Pemberian Tunjangan PNS Harus Berbasis Kinerja
Rabu, 24 Juli 2013 14:13 WIB
Wakil Ketua Komisi A DPRD Kota Semarang Wisnu Pudjonggo di Semarang, Rabu, menjelaskan TPP berbasis kinerja sebelumnya mengacu daftar penilaian pelaksanaan pekerjaan (DP3) tetapi mulai 1 Januari 2014 diganti menjadi PP 46 Tahun 2011.
DP3 diganti karena memiliki banyak kelemahan di antaranya hanya menilai perilaku dan penilaiannya dilakukan oleh pimpinan.
Sementara dengan PP 46 Tahun 2011 untuk TPP 2014 ditentukan 60 persen target kerja (penilaian capaian kinerja bulanan pegawai) dan 40 persen aspek perilaku (penilaian perilaku pegawai baik disiplin, komitmen, integritas, dan pelayanan).
"Mengacu dari PP 46/2011, maka diperlukan tim manajemen kinerja yang bertugas melakukan verifikasi dan validasi target serta capaian kinerja pegawai," katanya.
Instrumen lainnya yang harus disiapkan adalah daftar hadir atau presensi elektronik dan penilaian prestasi kerja.
"Untuk presensi elektronik, Pemkot Semarang belum memilikinya dan belum dianggarkan dalam RAPBD 2013. Sebenarnya dari DPRD Kota Semarang sudah mengusulkan adanya presensi elektronik dua kali yakni dalam RAPBD Kota Semarang 2012 dan RAPBD Perubahan 2012, tetapi selalu batal karena Pemkot Semarang tidak ada keinginan menyediakan presensi elektronik," katanya.
Sebelumnya, Pemkot Semarang kembali mengajukan TPP dalam penyampaian kebijakan umum anggaran dan perhitungan plapon anggaran sementara (KUA PPAS) RAPBD tahun 2014 dengan besaran berkisara Rp72 miliar hingga Rp108 miliar (pengajuan TPP berkisar tujuh persen hingga 14 persen).

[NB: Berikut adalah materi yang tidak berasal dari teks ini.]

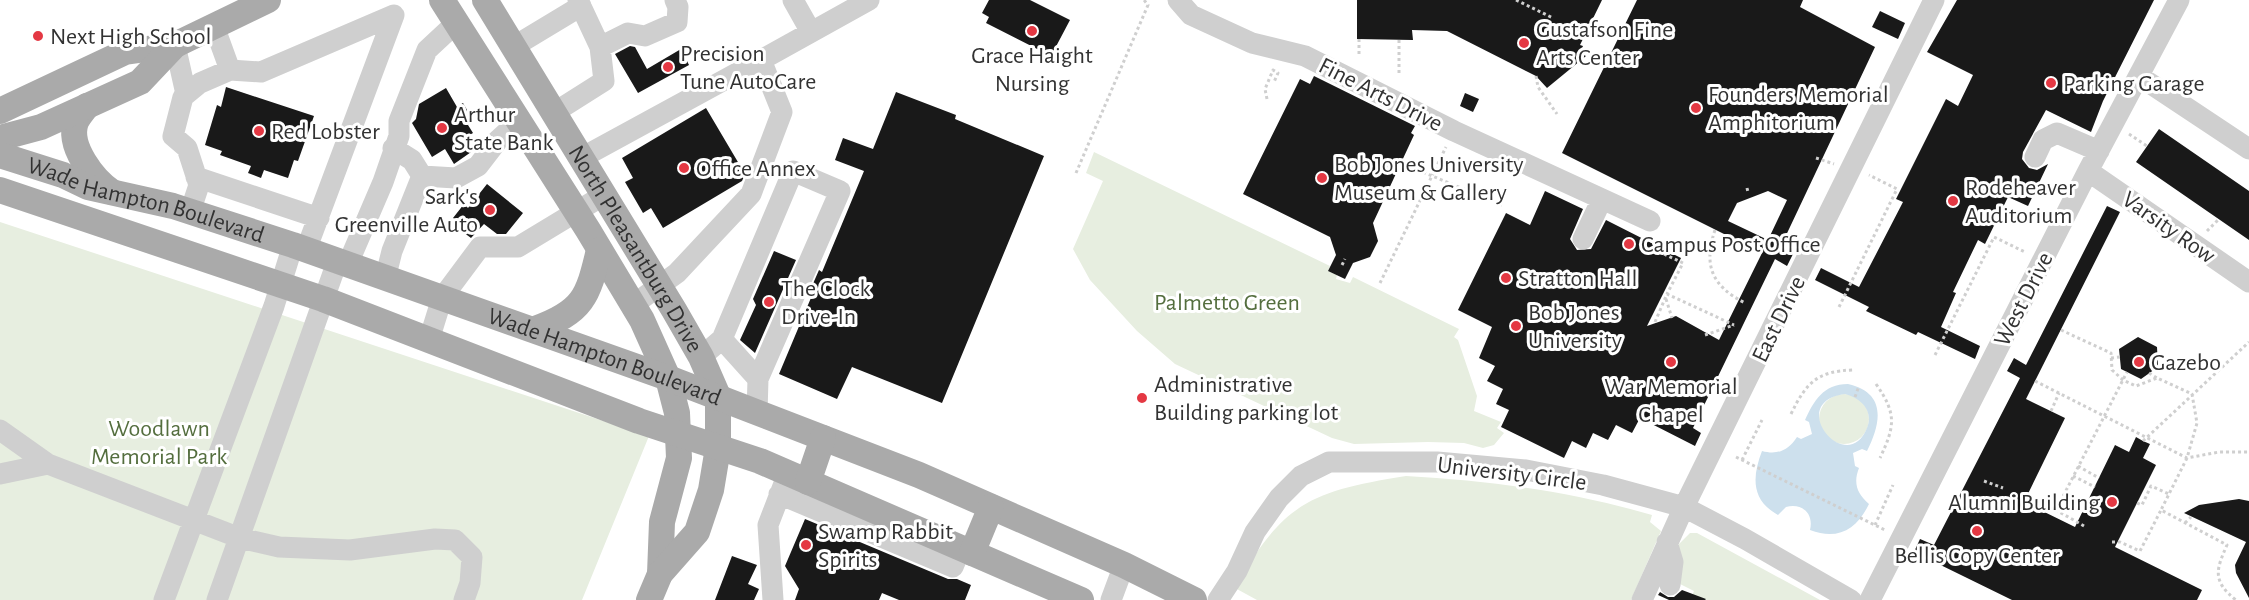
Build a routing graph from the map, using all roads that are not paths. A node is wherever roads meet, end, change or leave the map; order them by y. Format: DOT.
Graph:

Plt Wali Kota Semarang Hendrar Prihadi berharap TPP ddalam RAPBD tahun 2014 dapat disetujui DPRD Kota Semarang tanpa menimbulkan masalah seperti pembahasan TPP dalam RAPBD 2012 yang menyeret Wali Kota Semarang Soemarmo bersama Sekda Pemkot Semarang dan tiga anggota DPRD setempat dalam kasus suap.